Task directions: In the entries below, find every line with "junction" and copy it.

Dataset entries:
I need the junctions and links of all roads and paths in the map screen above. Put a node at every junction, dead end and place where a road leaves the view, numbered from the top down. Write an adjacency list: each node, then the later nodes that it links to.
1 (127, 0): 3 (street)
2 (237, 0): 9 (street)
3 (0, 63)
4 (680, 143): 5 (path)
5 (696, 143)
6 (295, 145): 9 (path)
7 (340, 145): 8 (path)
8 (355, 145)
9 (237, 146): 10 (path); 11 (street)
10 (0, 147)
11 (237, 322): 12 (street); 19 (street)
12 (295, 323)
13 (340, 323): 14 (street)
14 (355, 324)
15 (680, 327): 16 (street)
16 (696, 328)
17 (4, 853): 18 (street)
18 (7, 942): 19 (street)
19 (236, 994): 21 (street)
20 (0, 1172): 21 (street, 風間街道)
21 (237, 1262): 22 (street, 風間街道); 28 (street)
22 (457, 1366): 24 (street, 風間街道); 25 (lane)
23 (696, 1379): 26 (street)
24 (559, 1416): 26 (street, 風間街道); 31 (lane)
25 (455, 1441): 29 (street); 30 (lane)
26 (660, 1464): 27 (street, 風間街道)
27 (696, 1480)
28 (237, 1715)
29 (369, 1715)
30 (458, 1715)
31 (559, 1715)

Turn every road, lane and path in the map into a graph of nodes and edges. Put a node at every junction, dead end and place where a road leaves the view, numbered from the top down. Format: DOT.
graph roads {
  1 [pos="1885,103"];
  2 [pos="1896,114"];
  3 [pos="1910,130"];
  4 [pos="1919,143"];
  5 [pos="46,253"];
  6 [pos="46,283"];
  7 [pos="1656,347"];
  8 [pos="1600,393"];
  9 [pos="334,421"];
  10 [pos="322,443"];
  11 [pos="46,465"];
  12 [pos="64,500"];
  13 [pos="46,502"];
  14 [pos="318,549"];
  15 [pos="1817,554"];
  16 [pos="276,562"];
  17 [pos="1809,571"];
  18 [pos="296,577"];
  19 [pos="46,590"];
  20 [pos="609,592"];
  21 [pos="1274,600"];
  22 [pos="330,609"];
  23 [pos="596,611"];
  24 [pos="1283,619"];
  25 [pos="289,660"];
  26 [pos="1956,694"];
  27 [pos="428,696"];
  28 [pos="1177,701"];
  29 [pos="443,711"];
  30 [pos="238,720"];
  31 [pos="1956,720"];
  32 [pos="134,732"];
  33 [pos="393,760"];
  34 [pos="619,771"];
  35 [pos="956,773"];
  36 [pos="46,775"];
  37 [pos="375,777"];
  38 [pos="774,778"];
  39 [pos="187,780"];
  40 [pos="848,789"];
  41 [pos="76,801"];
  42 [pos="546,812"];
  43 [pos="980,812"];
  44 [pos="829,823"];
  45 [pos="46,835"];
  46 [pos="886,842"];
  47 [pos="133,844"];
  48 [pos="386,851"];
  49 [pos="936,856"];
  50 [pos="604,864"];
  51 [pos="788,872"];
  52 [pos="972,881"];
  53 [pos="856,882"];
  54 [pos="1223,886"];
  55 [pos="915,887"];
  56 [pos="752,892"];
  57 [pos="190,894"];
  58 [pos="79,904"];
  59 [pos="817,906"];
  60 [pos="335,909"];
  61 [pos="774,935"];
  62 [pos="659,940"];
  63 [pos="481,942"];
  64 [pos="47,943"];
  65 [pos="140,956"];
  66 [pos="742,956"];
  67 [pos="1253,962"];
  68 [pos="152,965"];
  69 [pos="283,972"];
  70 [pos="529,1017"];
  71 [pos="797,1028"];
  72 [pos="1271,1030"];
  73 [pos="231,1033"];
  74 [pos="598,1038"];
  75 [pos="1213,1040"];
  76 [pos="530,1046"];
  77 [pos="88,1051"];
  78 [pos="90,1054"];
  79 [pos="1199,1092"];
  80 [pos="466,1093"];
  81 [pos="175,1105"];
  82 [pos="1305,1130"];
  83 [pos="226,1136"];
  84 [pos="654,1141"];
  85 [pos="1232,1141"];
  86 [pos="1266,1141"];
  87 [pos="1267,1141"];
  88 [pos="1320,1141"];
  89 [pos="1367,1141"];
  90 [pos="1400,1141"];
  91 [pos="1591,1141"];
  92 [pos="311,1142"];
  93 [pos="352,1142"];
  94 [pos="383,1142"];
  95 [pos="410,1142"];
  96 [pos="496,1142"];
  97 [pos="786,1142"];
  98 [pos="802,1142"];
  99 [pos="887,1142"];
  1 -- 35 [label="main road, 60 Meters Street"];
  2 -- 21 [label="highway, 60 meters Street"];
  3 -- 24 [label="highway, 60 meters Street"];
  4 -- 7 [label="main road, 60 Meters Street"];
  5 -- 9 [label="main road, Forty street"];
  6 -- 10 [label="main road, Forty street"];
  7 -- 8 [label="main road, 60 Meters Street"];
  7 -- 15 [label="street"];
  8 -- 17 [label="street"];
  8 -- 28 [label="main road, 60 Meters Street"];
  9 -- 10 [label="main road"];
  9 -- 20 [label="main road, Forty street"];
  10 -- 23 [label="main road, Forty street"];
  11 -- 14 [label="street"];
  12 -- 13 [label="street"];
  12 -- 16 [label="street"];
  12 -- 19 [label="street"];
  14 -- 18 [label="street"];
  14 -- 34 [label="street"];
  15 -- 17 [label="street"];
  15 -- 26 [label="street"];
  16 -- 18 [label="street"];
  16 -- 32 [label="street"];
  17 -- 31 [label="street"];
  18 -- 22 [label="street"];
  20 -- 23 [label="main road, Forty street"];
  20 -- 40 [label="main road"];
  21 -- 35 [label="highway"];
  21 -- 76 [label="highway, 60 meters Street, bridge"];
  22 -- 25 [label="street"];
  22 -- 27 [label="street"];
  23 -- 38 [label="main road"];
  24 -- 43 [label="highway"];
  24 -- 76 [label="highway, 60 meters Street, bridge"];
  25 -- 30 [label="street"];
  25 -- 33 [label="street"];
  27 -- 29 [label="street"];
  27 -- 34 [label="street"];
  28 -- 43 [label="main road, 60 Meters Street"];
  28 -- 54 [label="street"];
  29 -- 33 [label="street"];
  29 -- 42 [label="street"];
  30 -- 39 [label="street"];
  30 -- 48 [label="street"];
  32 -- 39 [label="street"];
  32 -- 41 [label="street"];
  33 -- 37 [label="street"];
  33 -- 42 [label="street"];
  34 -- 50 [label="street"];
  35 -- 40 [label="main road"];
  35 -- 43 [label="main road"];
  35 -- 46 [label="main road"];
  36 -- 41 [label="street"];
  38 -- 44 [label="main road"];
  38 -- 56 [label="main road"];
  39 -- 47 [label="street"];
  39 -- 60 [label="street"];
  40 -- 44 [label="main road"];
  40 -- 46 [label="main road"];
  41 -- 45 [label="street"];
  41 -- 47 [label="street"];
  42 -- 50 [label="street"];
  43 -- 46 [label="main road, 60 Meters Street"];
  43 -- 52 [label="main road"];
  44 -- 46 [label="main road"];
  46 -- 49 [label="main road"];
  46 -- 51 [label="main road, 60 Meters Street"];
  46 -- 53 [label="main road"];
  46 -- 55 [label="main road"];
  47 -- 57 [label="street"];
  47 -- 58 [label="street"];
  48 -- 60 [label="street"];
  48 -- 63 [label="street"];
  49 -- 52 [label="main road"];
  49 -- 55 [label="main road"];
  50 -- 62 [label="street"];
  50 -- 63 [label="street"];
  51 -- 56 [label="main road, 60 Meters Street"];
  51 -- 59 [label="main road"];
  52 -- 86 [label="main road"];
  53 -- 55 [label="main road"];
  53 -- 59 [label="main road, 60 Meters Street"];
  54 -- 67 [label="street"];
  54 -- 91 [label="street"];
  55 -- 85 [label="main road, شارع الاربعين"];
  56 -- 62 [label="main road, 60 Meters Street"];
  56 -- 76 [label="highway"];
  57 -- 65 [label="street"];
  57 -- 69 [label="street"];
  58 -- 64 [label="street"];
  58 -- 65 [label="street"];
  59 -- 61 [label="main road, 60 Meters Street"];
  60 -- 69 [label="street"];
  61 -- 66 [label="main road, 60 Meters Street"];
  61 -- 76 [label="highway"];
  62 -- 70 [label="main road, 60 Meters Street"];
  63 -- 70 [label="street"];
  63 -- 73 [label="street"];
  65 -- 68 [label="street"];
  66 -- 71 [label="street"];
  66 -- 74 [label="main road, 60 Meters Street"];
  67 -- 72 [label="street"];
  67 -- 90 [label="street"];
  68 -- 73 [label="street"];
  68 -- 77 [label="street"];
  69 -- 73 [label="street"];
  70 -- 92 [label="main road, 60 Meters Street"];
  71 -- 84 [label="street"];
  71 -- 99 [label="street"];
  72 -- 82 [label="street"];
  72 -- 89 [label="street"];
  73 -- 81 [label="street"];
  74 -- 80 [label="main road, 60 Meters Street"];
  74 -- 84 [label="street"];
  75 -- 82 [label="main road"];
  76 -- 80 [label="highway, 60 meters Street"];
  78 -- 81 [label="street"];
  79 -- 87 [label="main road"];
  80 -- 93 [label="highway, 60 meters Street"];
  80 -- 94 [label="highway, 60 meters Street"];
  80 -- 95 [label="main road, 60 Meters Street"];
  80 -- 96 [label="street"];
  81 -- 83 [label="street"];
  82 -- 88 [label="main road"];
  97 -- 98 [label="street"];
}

Written reply:
I need the junctions and links of all roads and paths in the map screen above. Put a node at every junction, dead end and place where a road leaves the view, numbered from the top down. Write an adjacency list: each node, then the later nodes that it links to.
Turn every road, lane and path in the map into a graph of nodes and edges. Put a node at every junction, dead end and place where a road leaves the view, numbered from the top down. Format: DOT.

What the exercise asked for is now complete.